● Records shown:
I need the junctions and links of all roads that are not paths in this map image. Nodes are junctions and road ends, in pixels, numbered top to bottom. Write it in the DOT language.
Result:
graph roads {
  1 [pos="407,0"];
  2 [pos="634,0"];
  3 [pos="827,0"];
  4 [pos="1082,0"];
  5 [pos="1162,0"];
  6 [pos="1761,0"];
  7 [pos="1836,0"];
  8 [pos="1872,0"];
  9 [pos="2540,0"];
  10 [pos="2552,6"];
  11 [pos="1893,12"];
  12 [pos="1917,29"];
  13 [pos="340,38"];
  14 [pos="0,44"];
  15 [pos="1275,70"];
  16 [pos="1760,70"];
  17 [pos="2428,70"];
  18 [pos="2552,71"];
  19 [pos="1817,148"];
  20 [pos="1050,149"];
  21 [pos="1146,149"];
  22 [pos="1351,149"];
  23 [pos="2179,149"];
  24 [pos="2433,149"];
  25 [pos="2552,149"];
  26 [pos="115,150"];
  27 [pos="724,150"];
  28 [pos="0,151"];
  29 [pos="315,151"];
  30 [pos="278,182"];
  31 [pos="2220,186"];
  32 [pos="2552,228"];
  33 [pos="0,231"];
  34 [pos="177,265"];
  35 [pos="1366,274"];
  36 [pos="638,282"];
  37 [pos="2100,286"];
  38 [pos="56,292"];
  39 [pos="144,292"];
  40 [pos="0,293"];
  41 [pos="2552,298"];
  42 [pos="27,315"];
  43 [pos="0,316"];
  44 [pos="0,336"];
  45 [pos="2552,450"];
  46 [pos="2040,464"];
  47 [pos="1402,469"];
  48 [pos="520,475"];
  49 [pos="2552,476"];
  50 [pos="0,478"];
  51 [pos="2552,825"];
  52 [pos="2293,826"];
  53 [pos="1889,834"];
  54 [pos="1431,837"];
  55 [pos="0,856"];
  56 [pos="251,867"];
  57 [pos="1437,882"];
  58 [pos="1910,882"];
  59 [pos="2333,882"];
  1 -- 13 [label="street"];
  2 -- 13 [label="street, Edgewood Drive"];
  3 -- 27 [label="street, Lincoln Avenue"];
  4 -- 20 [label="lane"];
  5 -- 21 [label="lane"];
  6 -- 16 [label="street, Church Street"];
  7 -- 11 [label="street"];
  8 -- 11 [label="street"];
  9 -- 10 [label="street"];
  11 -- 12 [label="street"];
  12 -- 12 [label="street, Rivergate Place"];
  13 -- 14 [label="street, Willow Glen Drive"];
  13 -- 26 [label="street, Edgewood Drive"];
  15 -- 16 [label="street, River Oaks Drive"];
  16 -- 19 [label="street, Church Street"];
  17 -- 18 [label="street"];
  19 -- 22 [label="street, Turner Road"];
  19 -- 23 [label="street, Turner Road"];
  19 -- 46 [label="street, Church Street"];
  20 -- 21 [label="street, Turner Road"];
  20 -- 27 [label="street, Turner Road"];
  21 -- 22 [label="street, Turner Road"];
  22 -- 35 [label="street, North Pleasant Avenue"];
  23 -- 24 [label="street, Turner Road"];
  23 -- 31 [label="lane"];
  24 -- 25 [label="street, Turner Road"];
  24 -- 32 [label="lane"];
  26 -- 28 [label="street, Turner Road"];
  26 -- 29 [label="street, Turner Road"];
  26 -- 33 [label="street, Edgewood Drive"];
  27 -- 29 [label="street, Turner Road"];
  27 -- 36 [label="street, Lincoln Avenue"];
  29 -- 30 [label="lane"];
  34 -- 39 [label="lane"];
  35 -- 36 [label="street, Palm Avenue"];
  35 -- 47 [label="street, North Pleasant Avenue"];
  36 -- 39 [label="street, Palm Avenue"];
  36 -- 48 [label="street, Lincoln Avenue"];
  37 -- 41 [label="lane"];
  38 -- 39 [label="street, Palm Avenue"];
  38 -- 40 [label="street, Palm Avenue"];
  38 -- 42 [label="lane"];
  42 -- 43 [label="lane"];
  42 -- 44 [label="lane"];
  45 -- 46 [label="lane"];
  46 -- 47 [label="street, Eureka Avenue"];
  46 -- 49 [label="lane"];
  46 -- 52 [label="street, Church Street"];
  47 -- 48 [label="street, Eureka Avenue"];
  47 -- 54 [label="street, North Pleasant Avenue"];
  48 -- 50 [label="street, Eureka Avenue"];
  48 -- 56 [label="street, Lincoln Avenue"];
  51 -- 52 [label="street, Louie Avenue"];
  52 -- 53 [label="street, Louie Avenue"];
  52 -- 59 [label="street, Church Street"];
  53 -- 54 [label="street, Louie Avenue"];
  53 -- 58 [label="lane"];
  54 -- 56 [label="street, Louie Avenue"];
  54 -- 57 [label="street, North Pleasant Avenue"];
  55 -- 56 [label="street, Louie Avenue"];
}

● Task details: A single number is requested: the count of lines in the data that hold "North".

● Output for this exercise: 4